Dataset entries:
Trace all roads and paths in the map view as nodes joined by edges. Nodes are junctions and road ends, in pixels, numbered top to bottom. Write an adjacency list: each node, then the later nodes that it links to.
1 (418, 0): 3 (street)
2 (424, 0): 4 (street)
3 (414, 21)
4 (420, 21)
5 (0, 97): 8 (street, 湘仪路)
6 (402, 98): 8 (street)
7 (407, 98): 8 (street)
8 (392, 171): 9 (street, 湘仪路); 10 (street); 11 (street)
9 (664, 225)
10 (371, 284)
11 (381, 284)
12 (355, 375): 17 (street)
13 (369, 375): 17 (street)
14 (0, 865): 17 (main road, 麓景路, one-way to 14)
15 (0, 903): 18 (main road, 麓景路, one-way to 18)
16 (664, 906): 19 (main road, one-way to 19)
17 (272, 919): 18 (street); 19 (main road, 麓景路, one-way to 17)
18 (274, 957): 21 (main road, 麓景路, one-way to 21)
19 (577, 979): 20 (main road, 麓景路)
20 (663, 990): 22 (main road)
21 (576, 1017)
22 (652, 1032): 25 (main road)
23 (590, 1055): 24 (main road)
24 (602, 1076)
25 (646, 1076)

**Problem description:** Each entry is to be given again, exactly as it stands.

**Output for this exercise:**
Trace all roads and paths in the map view as nodes joined by edges. Nodes are junctions and road ends, in pixels, numbered top to bottom. Write an adjacency list: each node, then the later nodes that it links to.
1 (418, 0): 3 (street)
2 (424, 0): 4 (street)
3 (414, 21)
4 (420, 21)
5 (0, 97): 8 (street, 湘仪路)
6 (402, 98): 8 (street)
7 (407, 98): 8 (street)
8 (392, 171): 9 (street, 湘仪路); 10 (street); 11 (street)
9 (664, 225)
10 (371, 284)
11 (381, 284)
12 (355, 375): 17 (street)
13 (369, 375): 17 (street)
14 (0, 865): 17 (main road, 麓景路, one-way to 14)
15 (0, 903): 18 (main road, 麓景路, one-way to 18)
16 (664, 906): 19 (main road, one-way to 19)
17 (272, 919): 18 (street); 19 (main road, 麓景路, one-way to 17)
18 (274, 957): 21 (main road, 麓景路, one-way to 21)
19 (577, 979): 20 (main road, 麓景路)
20 (663, 990): 22 (main road)
21 (576, 1017)
22 (652, 1032): 25 (main road)
23 (590, 1055): 24 (main road)
24 (602, 1076)
25 (646, 1076)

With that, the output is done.